Os deputados da maioria recusaram a criação de uma comissão de inquérito parlamentar, a imprensa recusou ter em conta as provas fornecidas pela CGT e os magistrados concordaram em completar o show policial com um show judicial igualmente sem nenhuma ponta de vergonha. À luz deste paralelo com o dia de hoje, posso tranquilizar aqueles que pensam que as pessoas ligadas ao poder de Macron não teriam qualquer receio em utilizar este tipo de método: eles não são conspiradores!
Acrescentaria para concluir que, na história do movimento laboral e social, sempre existiram provocações policiais e judiciais. Recorde-se que a data de 1 de Maio, Dia Internacional dos Trabalhadores, foi escolhida por causa do que aconteceu em 1 de Maio de 1886 em Filadélfia.

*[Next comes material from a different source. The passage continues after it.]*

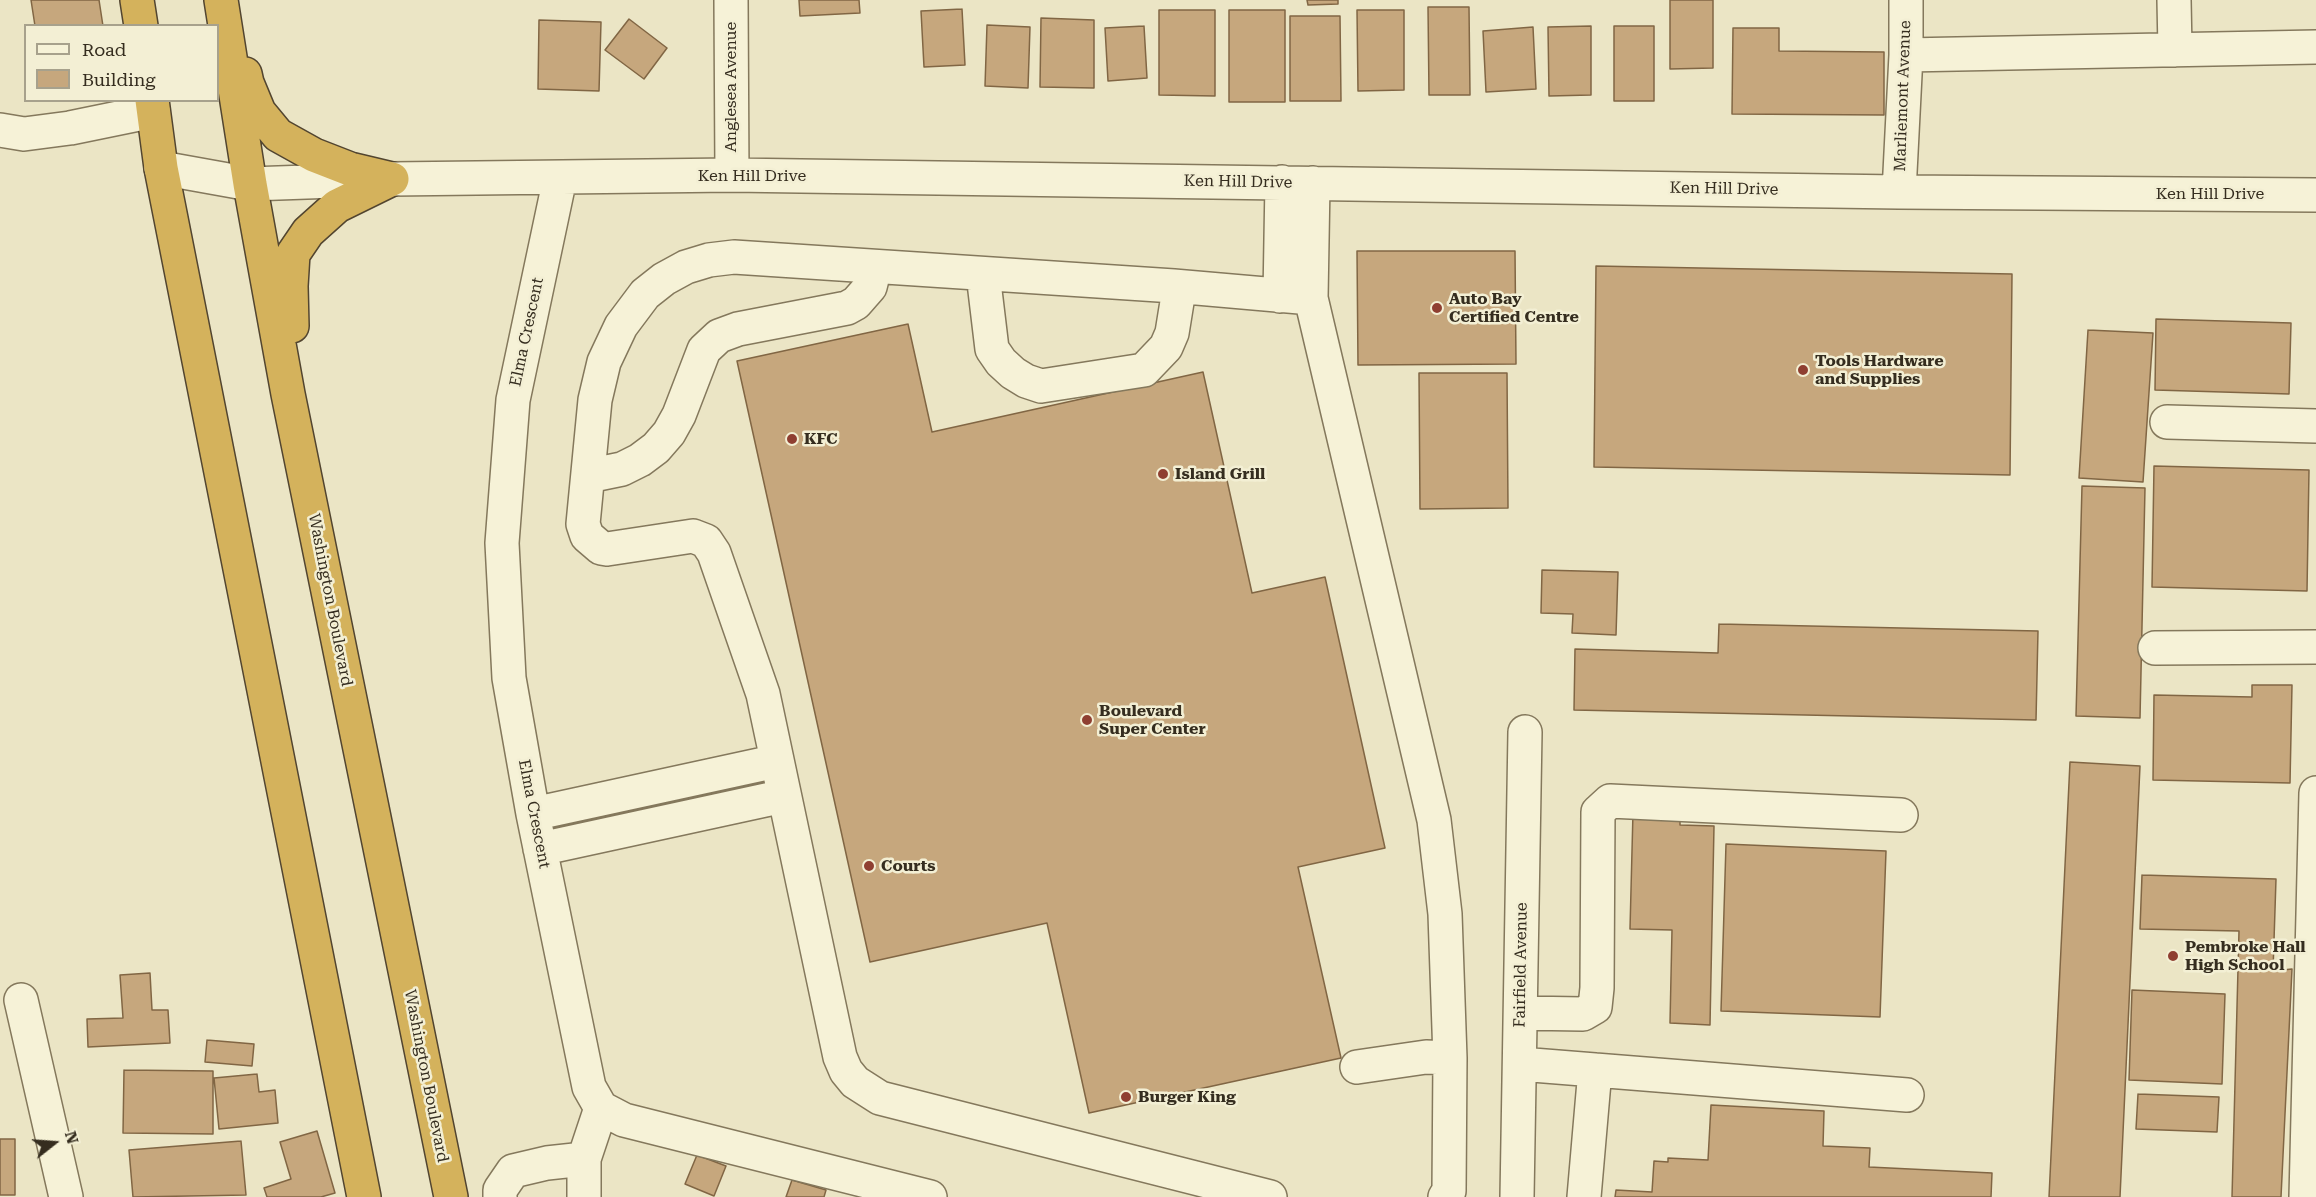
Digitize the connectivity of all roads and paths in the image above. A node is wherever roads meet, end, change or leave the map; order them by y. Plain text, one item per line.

Uma greve geral foi lançada para se alcançar o dia de oito horas de trabalho. Numa das manifestações que tiveram lugar, uma bomba foi atirada à multidão. Sem qualquer prova, quatro líderes sindicais foram condenados à morte e enforcados em 11 de novembro de 1887. Subiram ao andaime a cantar a Marselhesa. Em 1893, a revisão do julgamento reconheceu a inocência dos acusados e as maquinações policiais e judiciais destinadas a quebrar o movimento.
Emmanuel Macron e Christophe Castaner (Ministro do Interior) ainda não chegaram a isto, felizmente. Mas pensar, diante de certos acontecimentos óbvios ou perturbadores, que a brutal repressão exercida contra o movimento dos Coletes Amarelos pode ser objeto de abusos e manipulações não é ser conspiracionista.